The reason being that what is already existing has been tested and trusted over time while new systems use new infrastructures. “We were bringing an electric vehicle into an economy that is still heavily dependent on fuel-based cars,” Love narrated.
The hackathon had two stages. The first was the presentation of technology to industry leaders and the second was the hardware test by metering engineers with specialized equipment.
Love explained that the governor’s idea to source for local talent to solve Nigeria’s problem is commendable. He added that the feedback from industry leaders on what is important in the metering space was informative. “We are leveraging on these resources to build a more robust system,” he said.
Filling the Metering Gap
The power system in Nigeria is yet to be fully integrated with trending technologies globally. Although there’s a cadre system called supervisory controls and data acquisition system it is only applied in some part of the country.
If the industry players are yet to catch with the industry trends, how much more the customers. According to Love, the power industry have a long way to go in terms of metering.
“The Discos themselves are still lagging behind so I can’t definitively say when the industry will be ready for tech such as ours will be launched.”Love Adeosun, Research and Documentation Techwizard
However, Love explained that if we have more hackathons and more government investment into improving energy infrastructure then we can see changes in the 2 or 3 decades. “The more investment the industry sees will accelerate the improvement of metering.”
He also called for more public-private partnership.
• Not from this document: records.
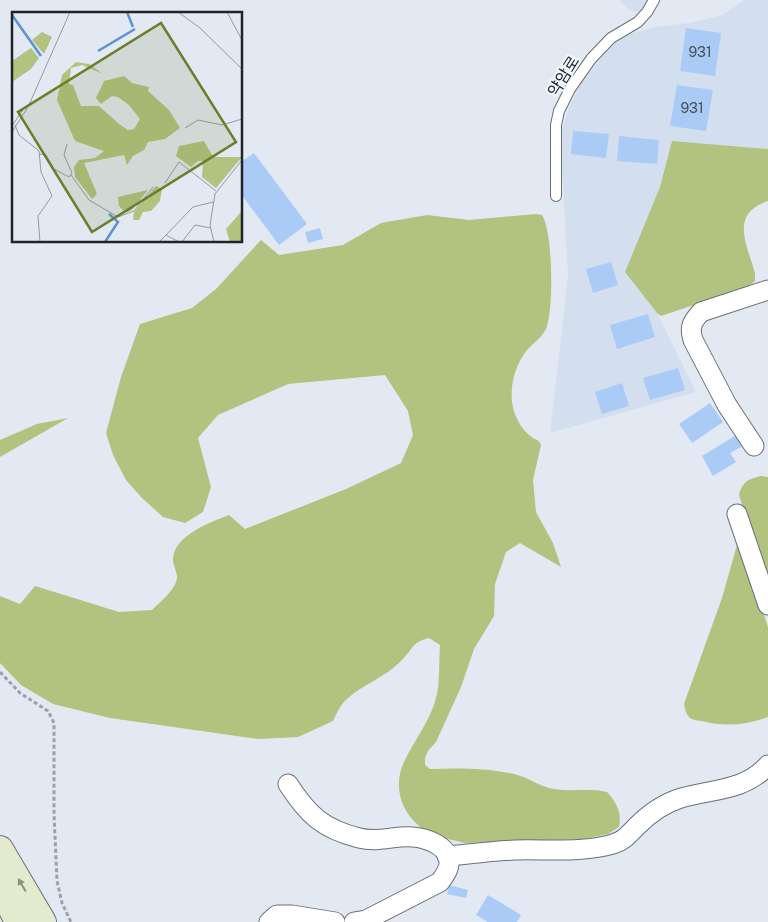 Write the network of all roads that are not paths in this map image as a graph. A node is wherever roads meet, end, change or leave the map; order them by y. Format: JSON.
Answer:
{"nodes":[{"id":1,"x":654,"y":0,"type":"edge"},
{"id":2,"x":556,"y":196,"type":"dead end"},
{"id":3,"x":768,"y":290,"type":"edge"},
{"id":4,"x":754,"y":446,"type":"dead end"},
{"id":5,"x":737,"y":514,"type":"dead end"},
{"id":6,"x":768,"y":605,"type":"edge"},
{"id":7,"x":768,"y":765,"type":"edge"},
{"id":8,"x":288,"y":784,"type":"dead end"},
{"id":9,"x":0,"y":849,"type":"edge"},
{"id":10,"x":447,"y":856,"type":"junction"},
{"id":11,"x":0,"y":887,"type":"edge"},
{"id":12,"x":18,"y":922,"type":"edge"},
{"id":13,"x":43,"y":922,"type":"edge"},
{"id":14,"x":269,"y":922,"type":"edge"},
{"id":15,"x":336,"y":922,"type":"edge"},
{"id":16,"x":354,"y":922,"type":"edge"}],
"edges":[{"from":1,"to":2,"type":"lane","name":"약암로"},
{"from":3,"to":4,"type":"street"},
{"from":5,"to":6,"type":"street"},
{"from":7,"to":10,"type":"street"},
{"from":8,"to":10,"type":"street"},
{"from":13,"to":9,"type":"main road","one_way":true},
{"from":10,"to":16,"type":"street"},
{"from":11,"to":12,"type":"main road"},
{"from":14,"to":15,"type":"street"}]} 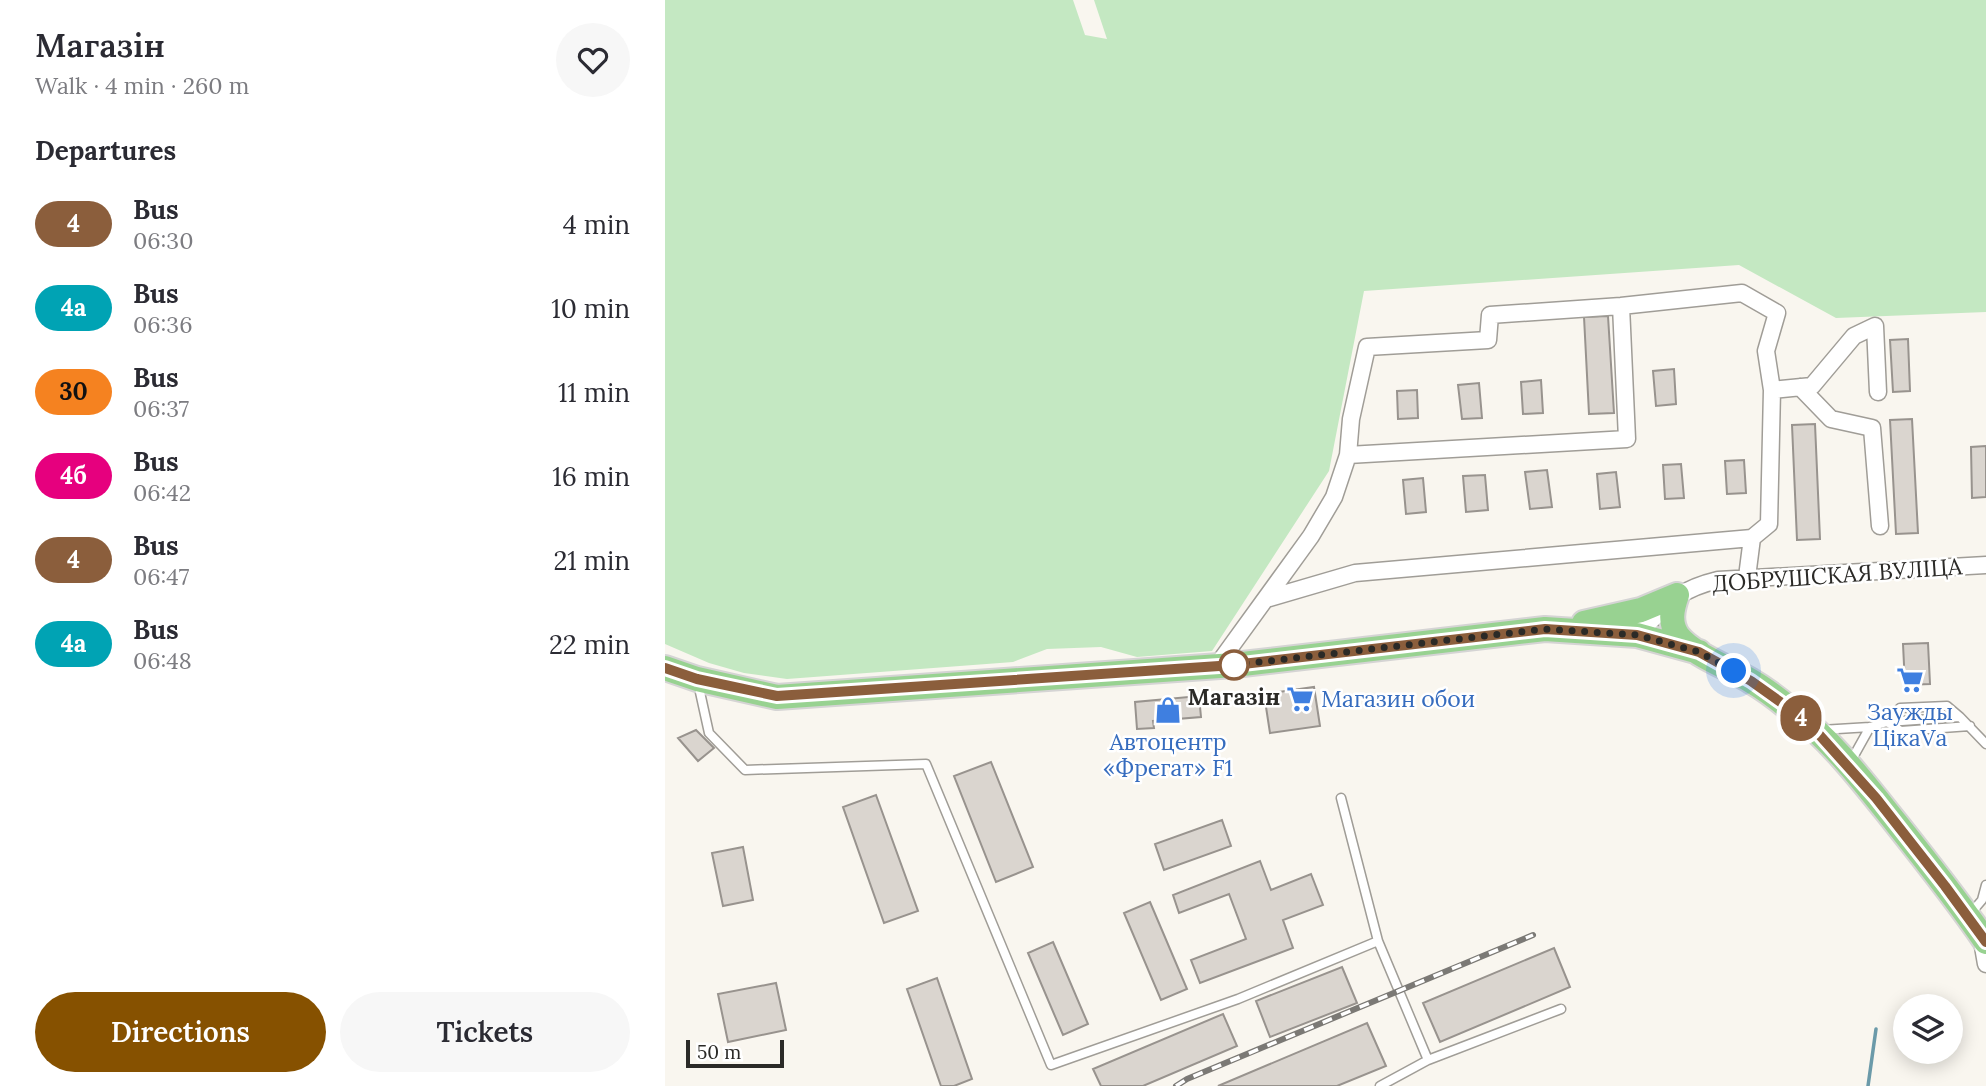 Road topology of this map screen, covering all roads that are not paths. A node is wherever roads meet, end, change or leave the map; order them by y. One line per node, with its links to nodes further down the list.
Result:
1 (1621, 306): 3 (street); 5 (street); 5 (street)
2 (1800, 387): 3 (street); 4 (street); 6 (street)
3 (1772, 390): 7 (street)
4 (1878, 392)
5 (1348, 456): 11 (street)
6 (1879, 526)
7 (1752, 538): 9 (street); 11 (street)
8 (1986, 565): 9 (street, ДОБРУШСКАЯ ВУЛІЦА)
9 (1747, 577): 10 (street, ДОБРУШСКАЯ ВУЛІЦА)
10 (1677, 595): 12 (main road); 13 (street, ДОБРУШСКАЯ ВУЛІЦА); 14 (main road)
11 (1266, 599): 15 (street)
12 (1545, 629): 13 (main road); 15 (main road)
13 (1637, 635): 14 (main road)
14 (1699, 652): 21 (main road)
15 (1216, 667): 17 (main road)
16 (665, 668): 17 (main road)
17 (697, 679): 27 (lane)
18 (1887, 722): 19 (lane); 19 (lane); 20 (lane)
19 (1970, 726): 22 (lane)
20 (1870, 727): 21 (lane); 23 (lane)
21 (1815, 730): 23 (main road)
22 (1986, 744)
23 (1848, 766): 26 (main road)
24 (1341, 798): 27 (lane)
25 (1986, 886): 26 (lane)
26 (1978, 931): 28 (street)
27 (1378, 941): 30 (lane)
28 (1986, 964)
29 (1562, 1009): 30 (lane)
30 (1428, 1060): 31 (lane)
31 (1380, 1086) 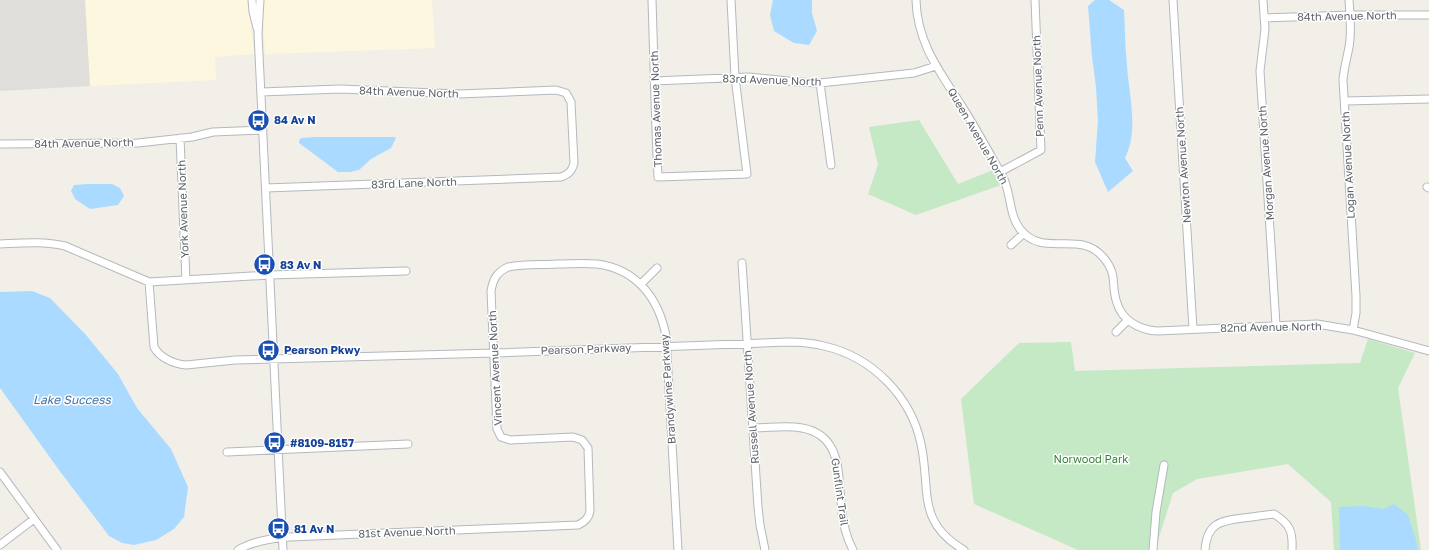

According to him, tech startups need investment to build technology that will fill the gap. “There is more innovation in the private institution while we have investment from the government.”
“Most time the issue is funding. It is often not readily available for tech startups. If the government can make funding available either through partnership or opening the industry up for foreign investment.” he added
Nigerians Prefer importing things
Speaking on the adoption of local technology, Helen Anyaegbuna, Design and Hardware specialist at Techwizard explained that it’s not that the government isn’t doing anything but Nigerians just prefer importing things.
She added that there a perception by many that Nigerian products are not original. To remedy this Helen advised that the government shows faith by patronising Nigeria-made products instead of foreign ones. She explained that it will help encourage Nigerians to also buy.
She also pointed out that more hackathons and training like the Lagos Smart Meter will build young tech startups to grow and create better technology that Nigerians will be willing to choose.
Although Nigeria possesses most of the basic ingredients in making raw materials used in technology there are only a few factories that can turn it to raw materials like copper, aluminium.
Love explains that most electronics factories in Nigeria are assembly plants and not producing plants. This is because the factory and industries required to produce their materials are very high fund and human capital as it requires experts.
Helen believes that if the government can invest in production factories it will provide not only cheaper materials but also jobs. She added that all the materials used to make the smart meter was all sourced from local markets.
In Summary, Most tech startups owned by young Nigerians have folded up with many searching for greener pastures abroad. According to Babatunde, the government should provide more opportunities and encourage more startups who are into tech.
Love added the government as well as the average Nigerian need to support local products and businesses.